[Dataset entries]
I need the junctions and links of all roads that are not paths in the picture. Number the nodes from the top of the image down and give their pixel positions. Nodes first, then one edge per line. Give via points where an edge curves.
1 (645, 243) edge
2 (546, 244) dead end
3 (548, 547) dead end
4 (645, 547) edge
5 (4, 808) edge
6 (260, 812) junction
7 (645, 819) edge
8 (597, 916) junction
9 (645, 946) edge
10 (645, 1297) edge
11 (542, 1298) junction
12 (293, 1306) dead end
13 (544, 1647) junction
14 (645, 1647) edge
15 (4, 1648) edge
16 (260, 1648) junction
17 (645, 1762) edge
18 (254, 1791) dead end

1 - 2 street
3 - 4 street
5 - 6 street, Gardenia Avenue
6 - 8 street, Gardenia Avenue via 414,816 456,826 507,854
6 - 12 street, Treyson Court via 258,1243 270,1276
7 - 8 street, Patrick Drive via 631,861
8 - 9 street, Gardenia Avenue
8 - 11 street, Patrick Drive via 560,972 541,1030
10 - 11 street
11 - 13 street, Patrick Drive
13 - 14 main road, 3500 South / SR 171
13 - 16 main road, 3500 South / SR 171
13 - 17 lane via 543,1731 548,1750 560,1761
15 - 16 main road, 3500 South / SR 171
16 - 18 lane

WHAT TO PRODUCE —
Write each entry out again, exactly as it reads above.

OUTPUT OF THE TASK —
I need the junctions and links of all roads that are not paths in the picture. Number the nodes from the top of the image down and give their pixel positions. Nodes first, then one edge per line. Give via points where an edge curves.
1 (645, 243) edge
2 (546, 244) dead end
3 (548, 547) dead end
4 (645, 547) edge
5 (4, 808) edge
6 (260, 812) junction
7 (645, 819) edge
8 (597, 916) junction
9 (645, 946) edge
10 (645, 1297) edge
11 (542, 1298) junction
12 (293, 1306) dead end
13 (544, 1647) junction
14 (645, 1647) edge
15 (4, 1648) edge
16 (260, 1648) junction
17 (645, 1762) edge
18 (254, 1791) dead end

1 - 2 street
3 - 4 street
5 - 6 street, Gardenia Avenue
6 - 8 street, Gardenia Avenue via 414,816 456,826 507,854
6 - 12 street, Treyson Court via 258,1243 270,1276
7 - 8 street, Patrick Drive via 631,861
8 - 9 street, Gardenia Avenue
8 - 11 street, Patrick Drive via 560,972 541,1030
10 - 11 street
11 - 13 street, Patrick Drive
13 - 14 main road, 3500 South / SR 171
13 - 16 main road, 3500 South / SR 171
13 - 17 lane via 543,1731 548,1750 560,1761
15 - 16 main road, 3500 South / SR 171
16 - 18 lane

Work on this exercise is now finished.